1. They work best with HTTP/HTTPS services. Other services like SSH / rando-TCP-service require the *clients* to run `cloudflared`. This prevents running public-facing non-HTTP services via. Cloudflare Tunnels.
2. Cloudflare is the *man-in-the-middle*. They manage the TLS certificates and, were they evil, they could inspect traffic.
This folder has some sample wireguard configuration to allow a cheap cloud-VPS to forward traffic through a wireguard tunnel to a private server.
* The VPS does not own/manage TLS certificates or any data.
* It supports any TCP services
* The connection is made from the private server to the public VPS, so only the VPS requires a static IP. The private server can hide behind a VPN and move networks with impunity.

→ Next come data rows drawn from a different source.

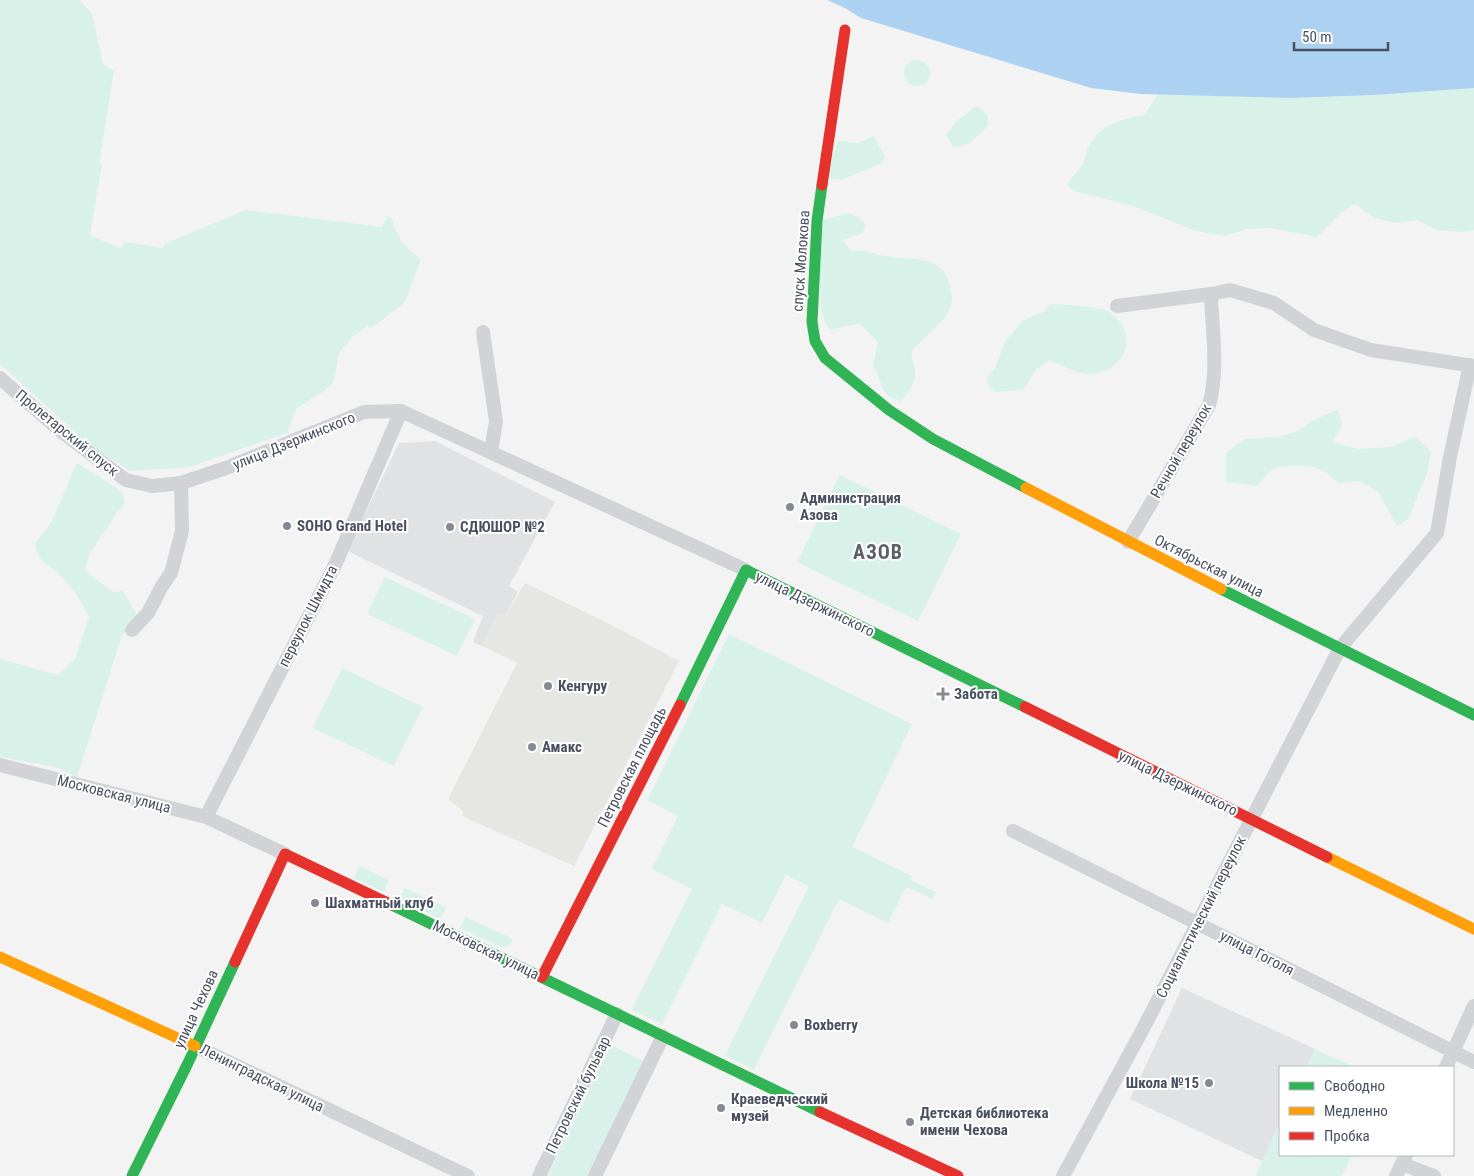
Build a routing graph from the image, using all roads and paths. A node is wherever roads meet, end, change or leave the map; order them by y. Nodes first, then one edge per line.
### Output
1 (845, 30) dead end
2 (1211, 294) junction
3 (1117, 306) dead end
4 (483, 332) dead end
5 (1472, 366) edge
6 (0, 378) edge
7 (401, 411) junction
8 (933, 439) joint
9 (491, 452) junction
10 (181, 483) junction
11 (137, 484) joint
12 (1128, 542) junction
13 (746, 570) junction
14 (132, 630) dead end
15 (1340, 648) junction
16 (1474, 715) edge
17 (0, 765) edge
18 (206, 817) junction
19 (1252, 819) junction
20 (1013, 831) dead end
21 (285, 854) junction
22 (1198, 924) junction
23 (1474, 929) edge
24 (0, 957) edge
25 (542, 977) junction
26 (1474, 1006) edge
27 (617, 1014) junction
28 (663, 1036) junction
29 (195, 1046) junction
30 (1454, 1052) junction
31 (1474, 1062) edge
32 (1447, 1066) edge
33 (1402, 1165) edge
34 (132, 1176) edge
35 (468, 1176) edge
36 (539, 1176) edge
37 (596, 1176) edge
38 (958, 1176) edge
39 (1063, 1176) edge
40 (1434, 1176) edge

1 - 8 street, спуск Молокова
2 - 3 street
2 - 5 street
2 - 12 street, Речной переулок
4 - 9 street
5 - 15 street, Социалистический переулок
6 - 11 street, Пролетарский спуск
7 - 9 street, улица Дзержинского
7 - 10 street, улица Дзержинского
7 - 18 street, переулок Шмидта
8 - 12 street, Октябрьская улица
9 - 13 street, улица Дзержинского
10 - 11 street, улица Дзержинского
10 - 14 street
12 - 15 street, Октябрьская улица
13 - 19 street, улица Дзержинского
13 - 25 street, Петровская площадь
15 - 16 street, Октябрьская улица
15 - 19 street, Социалистический переулок
17 - 18 street, Московская улица
18 - 21 street, Московская улица
19 - 22 street, Социалистический переулок
19 - 23 street, улица Дзержинского
20 - 22 street, улица Гоголя
21 - 25 street, Московская улица
21 - 29 street, улица Чехова
22 - 30 street, улица Гоголя
22 - 39 street, Социалистический переулок
24 - 29 street, Ленинградская улица
25 - 27 street, Московская улица
26 - 30 street
27 - 28 street, Московская улица
27 - 36 street, Петровский бульвар
28 - 37 street
28 - 38 street, Московская улица
29 - 34 street, улица Чехова
29 - 35 street, Ленинградская улица
30 - 31 street, улица Гоголя
30 - 32 street
33 - 40 street

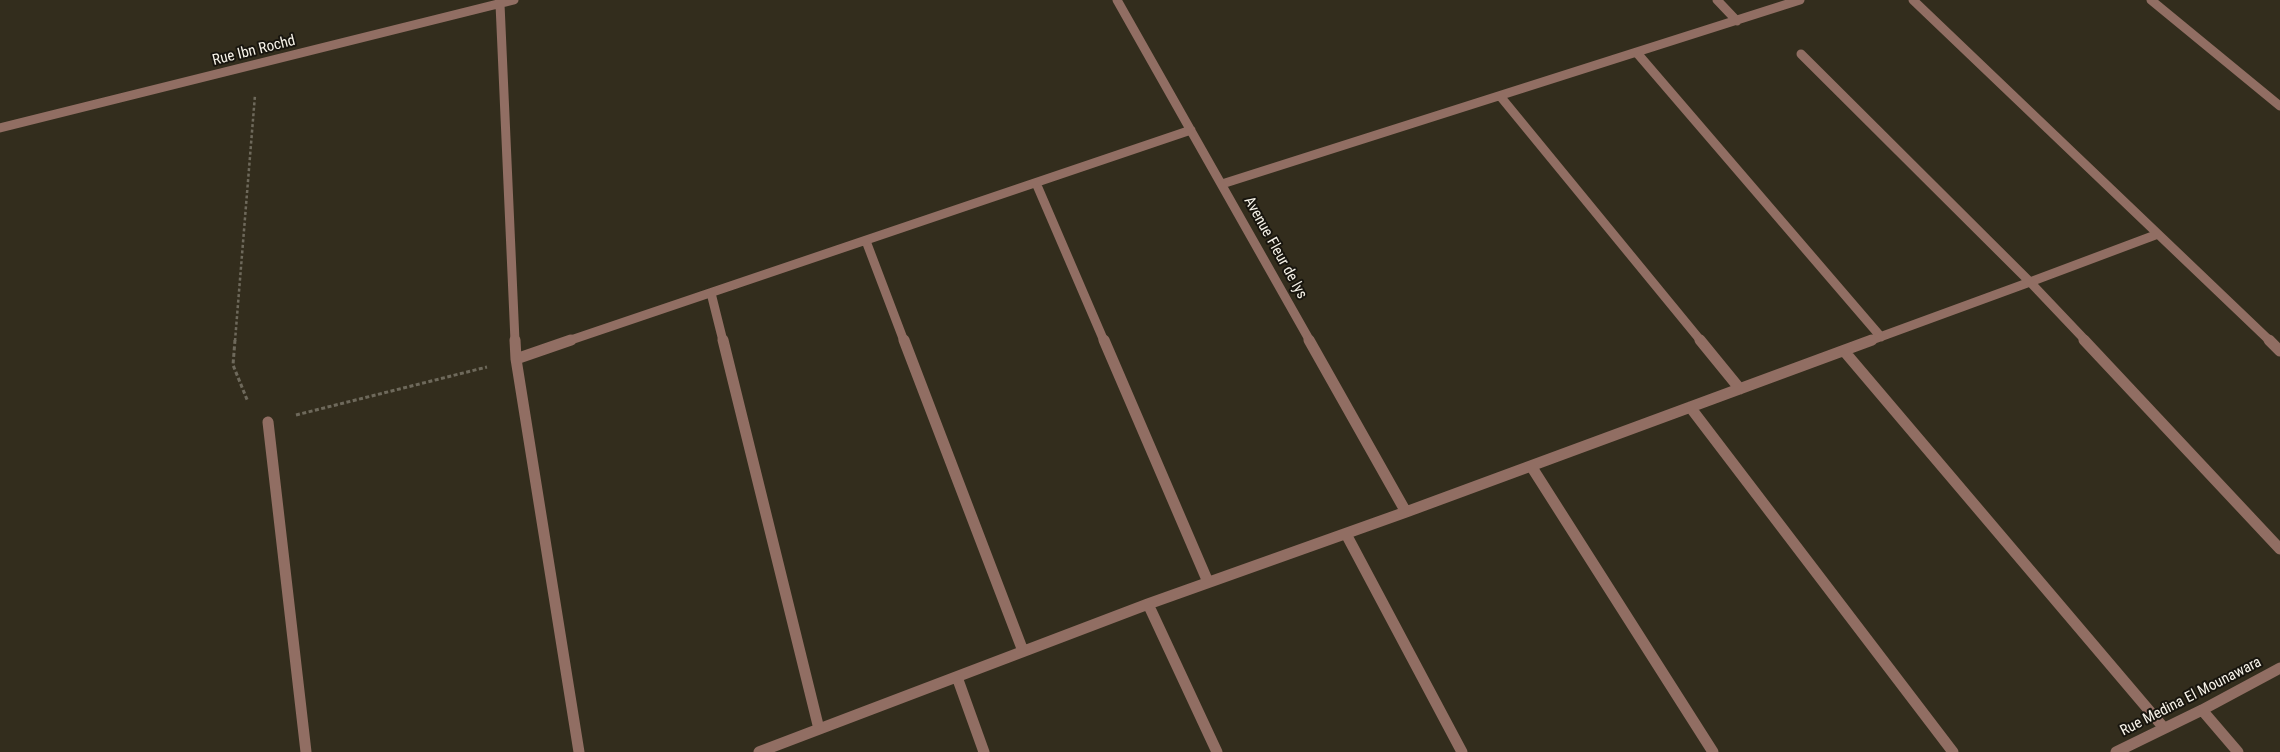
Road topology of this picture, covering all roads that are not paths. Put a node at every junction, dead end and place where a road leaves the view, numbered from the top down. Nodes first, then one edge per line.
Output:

* Through some network trickery, packets are forwarded from the VPS to the private server. The implication is that the private server sees the actual source IPs for the traffic which allows things like fail2ban to work appropriately.
Requirements:
1. One public facing machine (like a VPS) with a static IPv4 address
2. One private machine running your services
3. Wireguard installed on each (`apt install wireguard` for you Debian/Ubuntu folks)
Steps:
1. Generate keys for both the public and private server.
1. `wg genkey | tee privatekey | wg pubkey > publickey`
2. Copy `private/wg0.conf` to `/etc/wireguard/wg0.conf` on your private server.

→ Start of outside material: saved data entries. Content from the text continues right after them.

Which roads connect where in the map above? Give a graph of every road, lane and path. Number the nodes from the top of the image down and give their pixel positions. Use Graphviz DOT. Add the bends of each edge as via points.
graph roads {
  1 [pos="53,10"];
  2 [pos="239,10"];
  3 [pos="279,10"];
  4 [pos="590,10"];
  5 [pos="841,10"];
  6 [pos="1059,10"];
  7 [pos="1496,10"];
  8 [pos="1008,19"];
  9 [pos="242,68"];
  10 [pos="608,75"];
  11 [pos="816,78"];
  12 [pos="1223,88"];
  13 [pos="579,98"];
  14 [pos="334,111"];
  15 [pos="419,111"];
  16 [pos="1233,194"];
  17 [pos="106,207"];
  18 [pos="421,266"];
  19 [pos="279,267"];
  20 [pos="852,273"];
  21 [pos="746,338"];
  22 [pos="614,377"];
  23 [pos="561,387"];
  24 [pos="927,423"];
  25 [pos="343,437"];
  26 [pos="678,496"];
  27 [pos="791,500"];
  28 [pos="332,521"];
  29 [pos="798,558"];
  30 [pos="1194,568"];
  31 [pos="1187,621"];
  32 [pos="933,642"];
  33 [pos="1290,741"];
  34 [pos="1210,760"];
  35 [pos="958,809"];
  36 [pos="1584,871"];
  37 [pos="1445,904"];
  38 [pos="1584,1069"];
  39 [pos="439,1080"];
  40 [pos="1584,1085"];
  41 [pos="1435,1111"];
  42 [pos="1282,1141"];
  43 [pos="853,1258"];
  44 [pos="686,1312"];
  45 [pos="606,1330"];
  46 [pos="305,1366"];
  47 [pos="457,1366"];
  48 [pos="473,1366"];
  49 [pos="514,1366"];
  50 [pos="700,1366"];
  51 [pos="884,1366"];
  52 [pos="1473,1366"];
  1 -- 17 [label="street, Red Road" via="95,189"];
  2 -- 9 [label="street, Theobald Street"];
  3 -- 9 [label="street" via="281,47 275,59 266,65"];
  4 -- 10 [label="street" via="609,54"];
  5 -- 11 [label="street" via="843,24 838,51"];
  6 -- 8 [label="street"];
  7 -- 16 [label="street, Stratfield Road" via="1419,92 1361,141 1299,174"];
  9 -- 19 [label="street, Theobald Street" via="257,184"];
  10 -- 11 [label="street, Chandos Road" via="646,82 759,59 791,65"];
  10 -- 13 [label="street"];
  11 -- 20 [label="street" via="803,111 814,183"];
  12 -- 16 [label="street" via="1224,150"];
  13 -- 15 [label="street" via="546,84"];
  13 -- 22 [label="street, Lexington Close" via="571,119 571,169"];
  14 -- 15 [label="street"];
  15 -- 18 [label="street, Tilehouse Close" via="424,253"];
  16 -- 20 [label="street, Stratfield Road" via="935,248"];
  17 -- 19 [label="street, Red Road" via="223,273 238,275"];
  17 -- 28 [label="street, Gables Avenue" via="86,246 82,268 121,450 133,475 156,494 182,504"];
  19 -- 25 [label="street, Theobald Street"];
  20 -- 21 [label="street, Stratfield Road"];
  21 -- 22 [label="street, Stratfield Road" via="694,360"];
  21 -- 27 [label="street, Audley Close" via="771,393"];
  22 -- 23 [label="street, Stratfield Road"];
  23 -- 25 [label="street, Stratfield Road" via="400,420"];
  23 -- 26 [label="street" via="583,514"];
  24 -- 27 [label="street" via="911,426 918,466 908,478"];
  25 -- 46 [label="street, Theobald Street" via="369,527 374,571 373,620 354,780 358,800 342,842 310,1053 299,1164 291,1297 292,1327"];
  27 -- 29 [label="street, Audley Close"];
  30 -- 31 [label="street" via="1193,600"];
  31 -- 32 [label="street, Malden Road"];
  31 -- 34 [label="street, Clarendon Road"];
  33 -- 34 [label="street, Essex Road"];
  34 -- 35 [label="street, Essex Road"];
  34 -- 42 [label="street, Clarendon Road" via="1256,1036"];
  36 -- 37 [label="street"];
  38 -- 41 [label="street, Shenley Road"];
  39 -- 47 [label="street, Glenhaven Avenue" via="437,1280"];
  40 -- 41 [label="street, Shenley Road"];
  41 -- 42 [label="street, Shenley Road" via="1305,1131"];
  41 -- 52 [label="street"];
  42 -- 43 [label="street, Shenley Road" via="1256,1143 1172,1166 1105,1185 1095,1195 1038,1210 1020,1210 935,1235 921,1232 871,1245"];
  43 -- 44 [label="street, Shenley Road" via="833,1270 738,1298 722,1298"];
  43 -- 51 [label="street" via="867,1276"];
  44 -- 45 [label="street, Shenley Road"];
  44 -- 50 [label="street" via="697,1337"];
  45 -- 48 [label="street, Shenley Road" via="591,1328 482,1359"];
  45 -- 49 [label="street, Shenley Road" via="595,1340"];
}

* Update the ports `80,443` to be whatever ports you want to pass through.
* Add the private key for the public server, and the public key for the private server.

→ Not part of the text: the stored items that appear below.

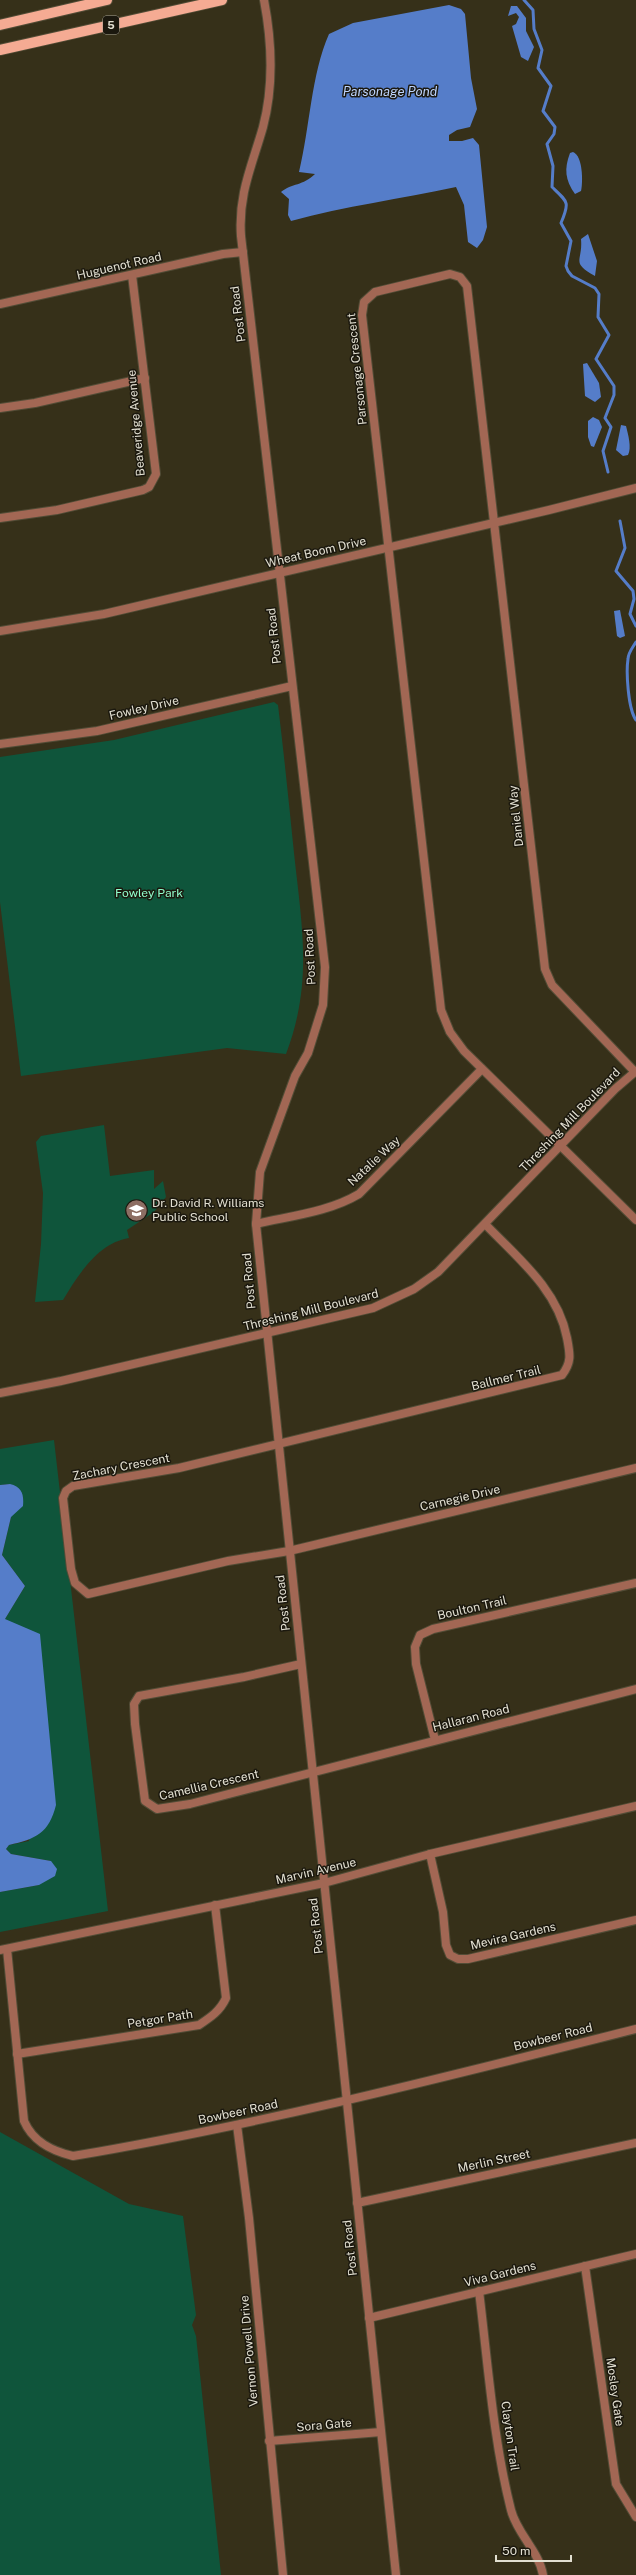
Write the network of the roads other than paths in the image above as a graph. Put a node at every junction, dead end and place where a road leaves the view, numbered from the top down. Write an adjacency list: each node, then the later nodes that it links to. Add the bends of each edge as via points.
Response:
1 (107, 0): 4 (main road, 5)
2 (222, 0): 5 (main road, 5)
3 (264, 0): 6 (street, Post Road, via 270,35 271,76 263,126 242,191 240,216)
4 (0, 25)
5 (0, 50)
6 (243, 252): 7 (street, Huguenot Road, via 223,254); 15 (street, Post Road)
7 (132, 275): 8 (street, Huguenot Road); 9 (street, Beaveridge Avenue)
8 (0, 304)
9 (145, 378): 10 (street, via 35,403); 12 (street, Beaveridge Avenue, via 156,474 149,487 57,510)
10 (0, 408)
11 (636, 488): 13 (street, Wheat Boom Drive)
12 (0, 518)
13 (495, 523): 14 (street, Wheat Boom Drive); 14 (street, Parsonage Crescent, via 469,292 465,281 460,277 445,274 375,292 364,302 362,315); 20 (street, Daniel Way, via 545,969 552,985)
14 (389, 547): 15 (street, Wheat Boom Drive); 19 (street, Parsonage Crescent, via 438,999 450,1032)
15 (279, 572): 16 (street, Wheat Boom Drive, via 104,614); 17 (street, Post Road)
16 (0, 631)
17 (292, 686): 18 (street, Fowley Drive, via 97,731); 23 (street, Post Road, via 324,959 323,1005 308,1053 295,1076 260,1172 256,1193)
18 (0, 744)
19 (482, 1069): 21 (street, Parsonage Crescent); 23 (street, Natalie Way, via 359,1194 323,1209)
20 (635, 1071): 21 (street, Threshing Mill Boulevard)
21 (560, 1147): 22 (street, Parsonage Crescent); 24 (street, Threshing Mill Boulevard)
22 (636, 1220)
23 (256, 1224): 25 (street, Post Road)
24 (485, 1224): 25 (street, Threshing Mill Boulevard, via 438,1272 406,1294 373,1308); 27 (street, Ballmer Trail, via 532,1272 558,1306 570,1352 570,1366 562,1375)
25 (266, 1334): 26 (street, Threshing Mill Boulevard); 27 (street, Post Road)
26 (0, 1393)
27 (277, 1445): 29 (street, Post Road); 29 (street, Zachary Crescent, via 179,1468 73,1486 66,1491 63,1498 66,1528 75,1582 88,1594 228,1562)
28 (636, 1468): 29 (street, Carnegie Drive)
29 (289, 1551): 31 (street, Post Road)
30 (636, 1583): 33 (street, Boulton Trail, via 433,1629 420,1635 414,1647 416,1664)
31 (301, 1664): 34 (street, Post Road); 34 (street, Camellia Crescent, via 139,1696 134,1704 135,1724 145,1801 157,1810 213,1798)
32 (636, 1689): 33 (street, Hallaran Road)
33 (435, 1740): 34 (street, Hallaran Road)
34 (312, 1771): 37 (street, Post Road)
35 (636, 1806): 36 (street, Marvin Avenue)
36 (430, 1854): 37 (street, Marvin Avenue); 39 (street, Mevira Gardens, via 443,1912 446,1945 450,1954 458,1959 468,1959)
37 (324, 1883): 38 (street, Marvin Avenue); 43 (street, Post Road)
38 (215, 1905): 40 (street, Marvin Avenue); 42 (street, Petgor Path, via 226,1998 222,2008 213,2016 199,2025)
39 (636, 1920)
40 (4, 1949): 42 (street, Bowbeer Road)
41 (636, 2029): 43 (street, Bowbeer Road)
42 (17, 2054): 44 (street, Bowbeer Road, via 24,2121 29,2132 37,2140 63,2153 73,2156)
43 (345, 2102): 44 (street, Bowbeer Road); 46 (street, Post Road)
44 (237, 2125): 52 (street, Vernon Powell Drive, via 249,2218)
45 (636, 2144): 46 (street, Merlin Street)
46 (357, 2203): 50 (street, Post Road)
47 (636, 2254): 48 (street, Viva Gardens)
48 (585, 2266): 49 (street, Viva Gardens); 53 (street, Mosley Gate, via 616,2484)
49 (480, 2291): 50 (street, Viva Gardens); 56 (street, Clayton Trail, via 500,2462 512,2512 525,2541 535,2553)
50 (369, 2318): 51 (street, Post Road)
51 (381, 2432): 52 (street, Sora Gate); 55 (street, Post Road)
52 (269, 2442): 54 (street, Vernon Powell Drive)
53 (636, 2517)
54 (283, 2575)
55 (396, 2575)
56 (543, 2575)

3. Copy `public/???/wg0.conf` to `/etc/wireguard/wg0.conf` on your public server.
* Update the ports `80,443` to be whatever ports you want to pass through.
* Add the private key for the private server, and the public key for the public server.
* Update the public IP for the public server (replace all 999.999.999.999) with your VPS IP
4. Start wireguard on each machine: `wg-quick wg0 up`
5. Enable wireguard on boot on each machine: `sudo systemctl enable wg-quick@wg0`
## Testing:
1. From public server, can ping private IP `ping 10.0.0.2`
2. From private server, can ping public IP `ping 10.0.0.1`
3. Run a webserver on the private server...
1. From public server: `curl http://10.0.0.2` should work
2. From workstation: `curl http://publicIP` should work
3. From the private server: `curl http://publicIP` should also work
That's about it.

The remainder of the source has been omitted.